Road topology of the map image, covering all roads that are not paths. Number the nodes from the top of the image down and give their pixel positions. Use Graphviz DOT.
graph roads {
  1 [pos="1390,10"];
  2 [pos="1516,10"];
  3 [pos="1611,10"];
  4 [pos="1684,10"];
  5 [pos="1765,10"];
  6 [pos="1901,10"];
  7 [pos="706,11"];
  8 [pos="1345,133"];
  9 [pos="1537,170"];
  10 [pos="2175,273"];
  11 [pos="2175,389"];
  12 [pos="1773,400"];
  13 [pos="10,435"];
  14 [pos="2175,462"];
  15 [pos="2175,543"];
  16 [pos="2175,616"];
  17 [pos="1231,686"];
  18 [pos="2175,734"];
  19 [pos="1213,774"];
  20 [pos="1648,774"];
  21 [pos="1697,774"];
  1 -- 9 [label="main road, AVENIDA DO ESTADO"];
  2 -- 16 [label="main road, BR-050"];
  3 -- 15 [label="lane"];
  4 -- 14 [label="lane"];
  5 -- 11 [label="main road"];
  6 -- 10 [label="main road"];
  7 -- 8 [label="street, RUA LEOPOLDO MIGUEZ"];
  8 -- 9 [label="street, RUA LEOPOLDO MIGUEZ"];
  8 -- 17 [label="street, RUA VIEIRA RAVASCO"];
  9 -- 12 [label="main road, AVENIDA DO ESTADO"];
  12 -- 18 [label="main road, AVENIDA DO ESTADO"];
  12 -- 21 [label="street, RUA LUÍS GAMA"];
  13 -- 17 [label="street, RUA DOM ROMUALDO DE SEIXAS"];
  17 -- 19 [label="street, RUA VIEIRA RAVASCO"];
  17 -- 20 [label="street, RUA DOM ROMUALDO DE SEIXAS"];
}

■ ■ ■ ■ ■

The problem: Write the material above out once more, exactly as it stands.

Result of this task:
Road topology of the map image, covering all roads that are not paths. Number the nodes from the top of the image down and give their pixel positions. Use Graphviz DOT.
graph roads {
  1 [pos="1390,10"];
  2 [pos="1516,10"];
  3 [pos="1611,10"];
  4 [pos="1684,10"];
  5 [pos="1765,10"];
  6 [pos="1901,10"];
  7 [pos="706,11"];
  8 [pos="1345,133"];
  9 [pos="1537,170"];
  10 [pos="2175,273"];
  11 [pos="2175,389"];
  12 [pos="1773,400"];
  13 [pos="10,435"];
  14 [pos="2175,462"];
  15 [pos="2175,543"];
  16 [pos="2175,616"];
  17 [pos="1231,686"];
  18 [pos="2175,734"];
  19 [pos="1213,774"];
  20 [pos="1648,774"];
  21 [pos="1697,774"];
  1 -- 9 [label="main road, AVENIDA DO ESTADO"];
  2 -- 16 [label="main road, BR-050"];
  3 -- 15 [label="lane"];
  4 -- 14 [label="lane"];
  5 -- 11 [label="main road"];
  6 -- 10 [label="main road"];
  7 -- 8 [label="street, RUA LEOPOLDO MIGUEZ"];
  8 -- 9 [label="street, RUA LEOPOLDO MIGUEZ"];
  8 -- 17 [label="street, RUA VIEIRA RAVASCO"];
  9 -- 12 [label="main road, AVENIDA DO ESTADO"];
  12 -- 18 [label="main road, AVENIDA DO ESTADO"];
  12 -- 21 [label="street, RUA LUÍS GAMA"];
  13 -- 17 [label="street, RUA DOM ROMUALDO DE SEIXAS"];
  17 -- 19 [label="street, RUA VIEIRA RAVASCO"];
  17 -- 20 [label="street, RUA DOM ROMUALDO DE SEIXAS"];
}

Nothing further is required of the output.